**Raw data**:
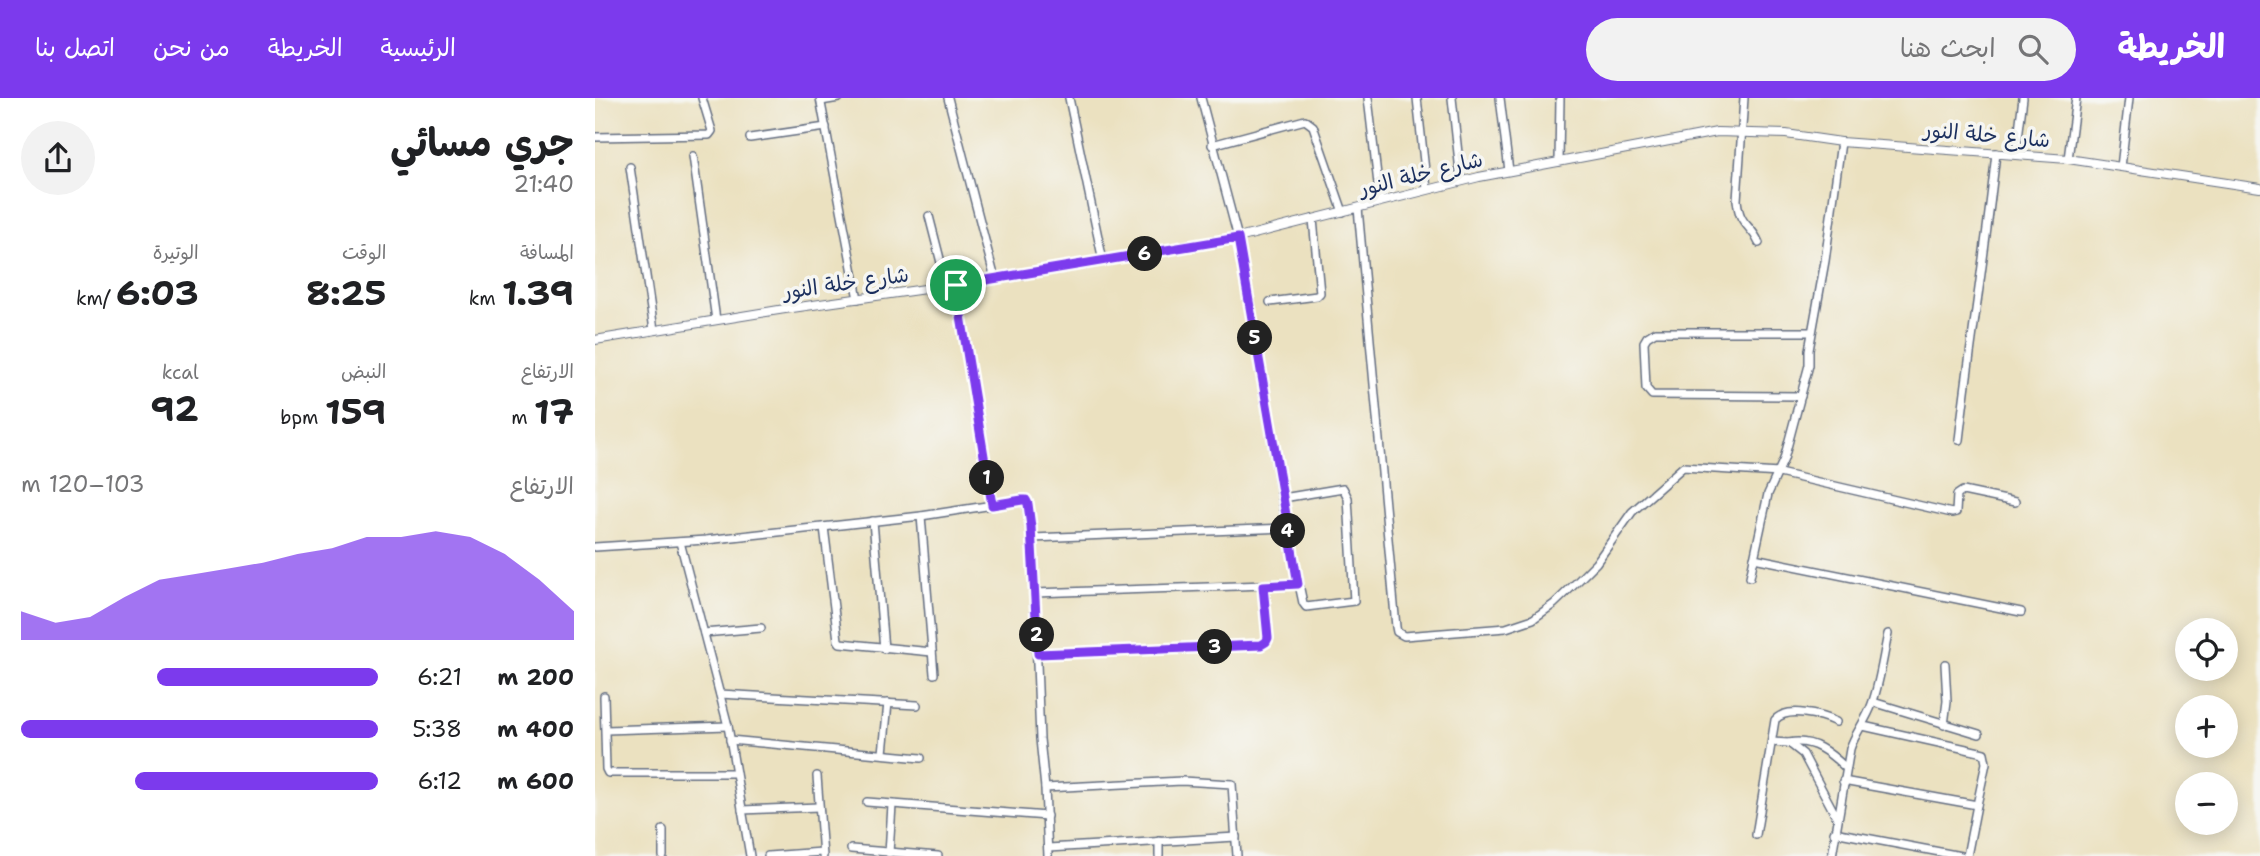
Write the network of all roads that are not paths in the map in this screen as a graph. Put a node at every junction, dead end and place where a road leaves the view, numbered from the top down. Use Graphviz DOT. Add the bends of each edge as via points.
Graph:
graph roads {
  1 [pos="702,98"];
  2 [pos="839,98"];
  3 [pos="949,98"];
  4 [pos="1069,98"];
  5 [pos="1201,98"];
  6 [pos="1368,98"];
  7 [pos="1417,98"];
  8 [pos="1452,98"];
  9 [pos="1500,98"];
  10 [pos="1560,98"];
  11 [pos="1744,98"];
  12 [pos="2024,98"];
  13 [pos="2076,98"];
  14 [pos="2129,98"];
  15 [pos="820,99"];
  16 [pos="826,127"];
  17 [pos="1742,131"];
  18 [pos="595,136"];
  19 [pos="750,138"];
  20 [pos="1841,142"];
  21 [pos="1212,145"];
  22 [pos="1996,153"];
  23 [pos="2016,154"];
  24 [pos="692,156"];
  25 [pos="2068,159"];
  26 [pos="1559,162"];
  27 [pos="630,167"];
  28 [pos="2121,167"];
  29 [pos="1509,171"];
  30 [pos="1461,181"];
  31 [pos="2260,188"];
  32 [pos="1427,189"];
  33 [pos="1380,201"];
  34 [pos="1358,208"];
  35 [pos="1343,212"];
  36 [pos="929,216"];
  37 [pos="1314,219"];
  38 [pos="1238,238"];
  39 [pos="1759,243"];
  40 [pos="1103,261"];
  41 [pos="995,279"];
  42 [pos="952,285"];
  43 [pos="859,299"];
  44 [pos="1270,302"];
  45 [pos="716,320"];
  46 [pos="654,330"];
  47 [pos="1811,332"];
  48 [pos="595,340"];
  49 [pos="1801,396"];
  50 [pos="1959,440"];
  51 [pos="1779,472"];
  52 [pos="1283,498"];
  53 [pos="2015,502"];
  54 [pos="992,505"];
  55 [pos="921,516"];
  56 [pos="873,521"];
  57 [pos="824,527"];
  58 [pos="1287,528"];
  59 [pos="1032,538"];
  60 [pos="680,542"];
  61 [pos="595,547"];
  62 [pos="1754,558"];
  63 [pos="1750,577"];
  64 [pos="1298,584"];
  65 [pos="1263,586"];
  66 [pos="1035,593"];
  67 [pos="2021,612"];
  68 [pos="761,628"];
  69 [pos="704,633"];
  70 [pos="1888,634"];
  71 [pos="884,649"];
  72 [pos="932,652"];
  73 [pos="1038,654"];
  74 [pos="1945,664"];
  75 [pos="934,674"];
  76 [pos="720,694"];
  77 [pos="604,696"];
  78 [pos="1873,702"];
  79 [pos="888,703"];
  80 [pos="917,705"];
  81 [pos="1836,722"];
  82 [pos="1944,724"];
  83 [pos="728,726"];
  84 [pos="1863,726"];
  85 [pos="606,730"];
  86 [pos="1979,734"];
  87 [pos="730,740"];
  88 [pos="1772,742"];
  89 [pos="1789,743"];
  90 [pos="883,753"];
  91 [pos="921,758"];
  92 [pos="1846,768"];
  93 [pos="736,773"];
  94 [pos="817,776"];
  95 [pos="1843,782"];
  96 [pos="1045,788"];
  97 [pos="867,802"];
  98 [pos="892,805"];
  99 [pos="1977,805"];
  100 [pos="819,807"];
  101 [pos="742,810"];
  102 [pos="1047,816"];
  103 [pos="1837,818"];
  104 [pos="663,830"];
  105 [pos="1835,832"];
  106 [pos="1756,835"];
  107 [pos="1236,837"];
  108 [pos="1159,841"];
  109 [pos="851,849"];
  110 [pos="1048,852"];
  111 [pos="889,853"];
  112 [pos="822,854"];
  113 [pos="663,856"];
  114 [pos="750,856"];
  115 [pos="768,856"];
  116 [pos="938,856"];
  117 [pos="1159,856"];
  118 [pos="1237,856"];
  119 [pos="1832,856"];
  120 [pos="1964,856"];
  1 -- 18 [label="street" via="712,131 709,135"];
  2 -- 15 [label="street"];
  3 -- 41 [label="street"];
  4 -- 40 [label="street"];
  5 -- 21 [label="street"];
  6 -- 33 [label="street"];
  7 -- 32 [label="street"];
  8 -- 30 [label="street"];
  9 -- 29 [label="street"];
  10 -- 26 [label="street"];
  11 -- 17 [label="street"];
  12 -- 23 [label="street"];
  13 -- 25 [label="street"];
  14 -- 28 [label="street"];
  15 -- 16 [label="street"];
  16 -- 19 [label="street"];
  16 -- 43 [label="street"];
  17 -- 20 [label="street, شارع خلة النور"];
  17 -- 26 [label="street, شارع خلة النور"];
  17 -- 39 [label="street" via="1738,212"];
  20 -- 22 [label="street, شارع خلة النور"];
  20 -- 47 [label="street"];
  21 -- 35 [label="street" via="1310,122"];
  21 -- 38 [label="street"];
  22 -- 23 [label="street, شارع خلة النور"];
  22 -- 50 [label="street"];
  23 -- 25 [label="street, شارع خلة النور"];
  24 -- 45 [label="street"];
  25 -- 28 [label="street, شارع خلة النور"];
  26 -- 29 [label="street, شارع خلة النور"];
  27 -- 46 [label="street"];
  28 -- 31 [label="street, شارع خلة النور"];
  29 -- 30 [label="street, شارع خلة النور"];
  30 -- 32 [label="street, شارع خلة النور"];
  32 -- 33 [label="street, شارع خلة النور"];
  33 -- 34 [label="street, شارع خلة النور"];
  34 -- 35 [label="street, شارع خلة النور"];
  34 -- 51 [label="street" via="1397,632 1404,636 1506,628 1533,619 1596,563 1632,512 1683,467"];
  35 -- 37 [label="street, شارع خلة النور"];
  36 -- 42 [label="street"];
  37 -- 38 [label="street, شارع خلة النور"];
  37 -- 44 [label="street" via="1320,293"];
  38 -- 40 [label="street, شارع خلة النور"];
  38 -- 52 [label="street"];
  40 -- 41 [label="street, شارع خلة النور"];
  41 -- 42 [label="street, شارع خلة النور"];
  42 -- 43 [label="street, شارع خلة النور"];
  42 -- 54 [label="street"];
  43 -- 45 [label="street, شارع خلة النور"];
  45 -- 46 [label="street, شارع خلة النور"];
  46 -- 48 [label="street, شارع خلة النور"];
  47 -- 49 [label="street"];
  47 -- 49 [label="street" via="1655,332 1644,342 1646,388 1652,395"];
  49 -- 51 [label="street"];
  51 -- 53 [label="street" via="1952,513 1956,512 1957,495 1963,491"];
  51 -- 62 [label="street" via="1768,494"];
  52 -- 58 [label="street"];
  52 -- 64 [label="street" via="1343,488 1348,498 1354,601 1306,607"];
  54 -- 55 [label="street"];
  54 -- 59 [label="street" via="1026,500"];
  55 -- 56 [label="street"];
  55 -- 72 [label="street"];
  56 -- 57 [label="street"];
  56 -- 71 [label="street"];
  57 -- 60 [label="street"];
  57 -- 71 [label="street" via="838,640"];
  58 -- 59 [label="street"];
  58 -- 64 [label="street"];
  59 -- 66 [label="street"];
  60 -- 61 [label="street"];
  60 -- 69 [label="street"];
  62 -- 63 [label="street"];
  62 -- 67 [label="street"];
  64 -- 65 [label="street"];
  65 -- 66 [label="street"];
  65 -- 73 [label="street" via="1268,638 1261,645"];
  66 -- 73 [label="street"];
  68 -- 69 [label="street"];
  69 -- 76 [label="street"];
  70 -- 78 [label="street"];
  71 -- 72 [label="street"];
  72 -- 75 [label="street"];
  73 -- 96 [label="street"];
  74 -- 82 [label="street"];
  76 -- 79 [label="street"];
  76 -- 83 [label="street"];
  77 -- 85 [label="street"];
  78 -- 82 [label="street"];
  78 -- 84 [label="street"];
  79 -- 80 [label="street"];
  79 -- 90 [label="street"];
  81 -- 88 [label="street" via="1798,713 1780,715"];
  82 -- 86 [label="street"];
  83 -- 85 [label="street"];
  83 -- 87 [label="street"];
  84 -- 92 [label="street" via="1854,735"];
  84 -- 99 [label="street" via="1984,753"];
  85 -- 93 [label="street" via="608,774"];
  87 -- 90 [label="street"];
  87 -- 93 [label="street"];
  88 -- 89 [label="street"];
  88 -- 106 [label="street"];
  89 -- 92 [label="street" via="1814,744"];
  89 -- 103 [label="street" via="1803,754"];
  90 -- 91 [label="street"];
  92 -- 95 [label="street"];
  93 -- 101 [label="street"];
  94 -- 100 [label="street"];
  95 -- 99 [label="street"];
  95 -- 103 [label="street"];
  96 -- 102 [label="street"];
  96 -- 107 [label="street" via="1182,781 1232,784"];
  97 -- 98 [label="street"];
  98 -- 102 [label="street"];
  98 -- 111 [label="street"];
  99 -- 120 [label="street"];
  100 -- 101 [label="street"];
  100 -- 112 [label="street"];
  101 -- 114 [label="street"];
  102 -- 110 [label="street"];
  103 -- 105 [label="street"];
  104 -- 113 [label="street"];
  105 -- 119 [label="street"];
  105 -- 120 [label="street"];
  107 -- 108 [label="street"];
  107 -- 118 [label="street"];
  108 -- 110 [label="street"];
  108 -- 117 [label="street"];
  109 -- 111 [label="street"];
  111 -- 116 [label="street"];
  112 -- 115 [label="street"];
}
...
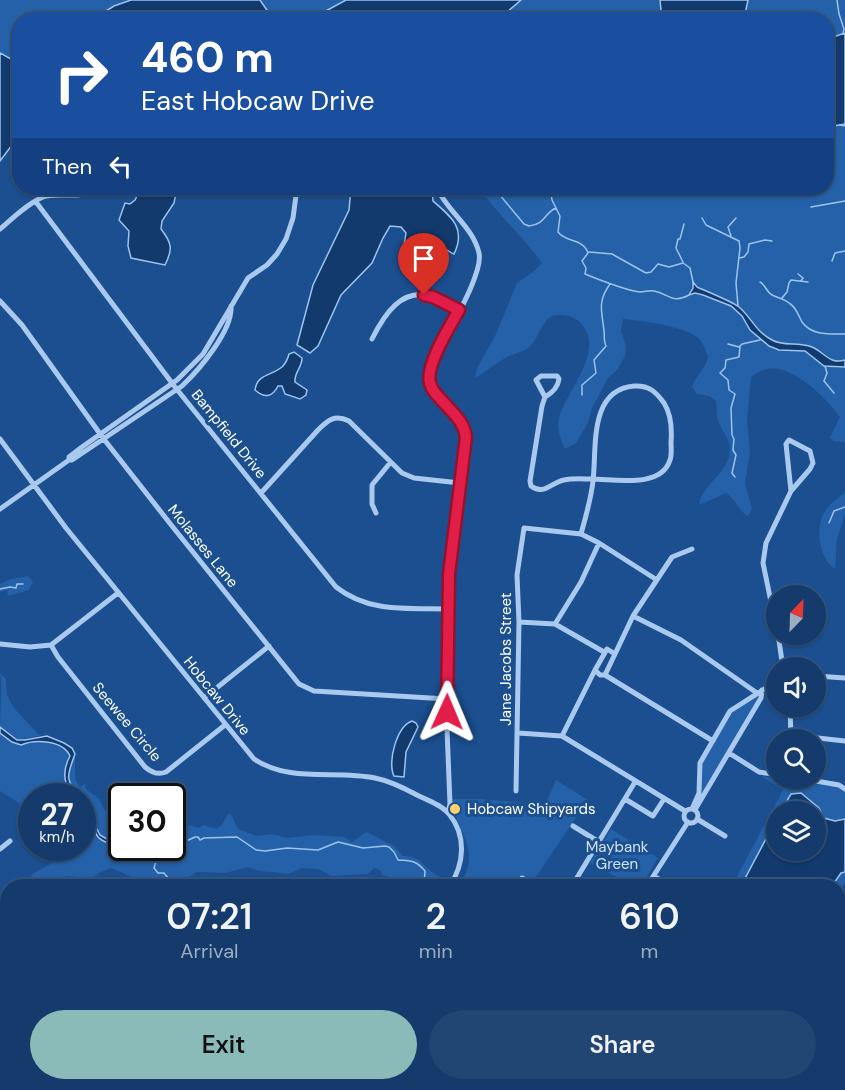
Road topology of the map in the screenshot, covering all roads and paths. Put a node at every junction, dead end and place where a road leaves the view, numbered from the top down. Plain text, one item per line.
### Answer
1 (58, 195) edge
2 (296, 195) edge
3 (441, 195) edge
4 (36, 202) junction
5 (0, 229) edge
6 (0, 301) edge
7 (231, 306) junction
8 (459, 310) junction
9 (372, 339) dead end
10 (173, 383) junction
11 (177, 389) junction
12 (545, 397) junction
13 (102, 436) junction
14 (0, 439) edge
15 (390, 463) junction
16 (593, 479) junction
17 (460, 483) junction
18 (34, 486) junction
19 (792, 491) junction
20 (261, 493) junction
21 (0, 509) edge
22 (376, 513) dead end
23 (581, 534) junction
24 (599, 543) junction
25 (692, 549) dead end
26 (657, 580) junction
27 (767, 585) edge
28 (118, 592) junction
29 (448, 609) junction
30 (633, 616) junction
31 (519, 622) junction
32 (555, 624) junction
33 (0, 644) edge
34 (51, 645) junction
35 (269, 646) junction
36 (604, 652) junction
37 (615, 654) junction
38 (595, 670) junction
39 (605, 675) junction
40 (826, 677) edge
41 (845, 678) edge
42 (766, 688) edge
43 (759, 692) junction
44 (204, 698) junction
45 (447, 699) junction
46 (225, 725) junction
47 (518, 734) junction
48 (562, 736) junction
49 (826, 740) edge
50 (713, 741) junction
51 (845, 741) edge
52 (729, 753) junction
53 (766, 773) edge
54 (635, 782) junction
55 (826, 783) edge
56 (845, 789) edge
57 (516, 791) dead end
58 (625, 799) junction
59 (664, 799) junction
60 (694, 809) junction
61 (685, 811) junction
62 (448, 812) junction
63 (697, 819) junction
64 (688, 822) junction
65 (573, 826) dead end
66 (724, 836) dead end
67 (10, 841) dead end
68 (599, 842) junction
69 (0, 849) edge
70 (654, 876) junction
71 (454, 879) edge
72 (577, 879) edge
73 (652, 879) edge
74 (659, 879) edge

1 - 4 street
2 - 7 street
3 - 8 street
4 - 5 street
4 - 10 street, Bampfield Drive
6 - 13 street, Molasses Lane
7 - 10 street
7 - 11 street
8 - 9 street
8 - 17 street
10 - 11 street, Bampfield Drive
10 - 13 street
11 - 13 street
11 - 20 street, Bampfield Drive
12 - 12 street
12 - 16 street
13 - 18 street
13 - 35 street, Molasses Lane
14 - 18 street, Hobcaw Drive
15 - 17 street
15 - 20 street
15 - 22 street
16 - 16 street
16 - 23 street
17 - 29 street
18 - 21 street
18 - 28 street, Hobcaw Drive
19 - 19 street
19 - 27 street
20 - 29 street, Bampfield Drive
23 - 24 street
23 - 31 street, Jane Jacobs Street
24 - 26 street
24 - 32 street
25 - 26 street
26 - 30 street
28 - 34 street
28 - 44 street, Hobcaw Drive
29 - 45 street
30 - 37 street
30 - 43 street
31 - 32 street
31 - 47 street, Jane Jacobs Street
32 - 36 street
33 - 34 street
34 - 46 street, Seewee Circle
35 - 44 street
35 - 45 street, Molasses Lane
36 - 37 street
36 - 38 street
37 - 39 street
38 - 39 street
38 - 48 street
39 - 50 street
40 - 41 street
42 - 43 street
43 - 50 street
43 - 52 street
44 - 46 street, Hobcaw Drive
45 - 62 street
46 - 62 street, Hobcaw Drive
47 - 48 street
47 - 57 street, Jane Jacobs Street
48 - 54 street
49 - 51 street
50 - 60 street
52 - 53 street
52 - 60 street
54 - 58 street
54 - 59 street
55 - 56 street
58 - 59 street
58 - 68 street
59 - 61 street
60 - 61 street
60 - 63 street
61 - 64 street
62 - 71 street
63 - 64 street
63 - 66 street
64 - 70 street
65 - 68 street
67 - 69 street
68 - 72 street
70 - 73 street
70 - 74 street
...
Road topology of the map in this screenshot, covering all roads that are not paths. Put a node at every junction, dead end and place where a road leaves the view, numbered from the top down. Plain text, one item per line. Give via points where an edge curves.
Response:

**Task**: Scan the data above for the word "node", then copy every line that holds it.

**Result for this exercise**:
Write the network of all roads that are not paths in the map in this screen as a graph. Put a node at every junction, dead end and place where a road leaves the view, numbered from the top down. Use Graphviz DOT. Add the bends of each edge as via points.
Road topology of the map in the screenshot, covering all roads and paths. Put a node at every junction, dead end and place where a road leaves the view, numbered from the top down. Plain text, one item per line.
Road topology of the map in this screenshot, covering all roads that are not paths. Put a node at every junction, dead end and place where a road leaves the view, numbered from the top down. Plain text, one item per line. Give via points where an edge curves.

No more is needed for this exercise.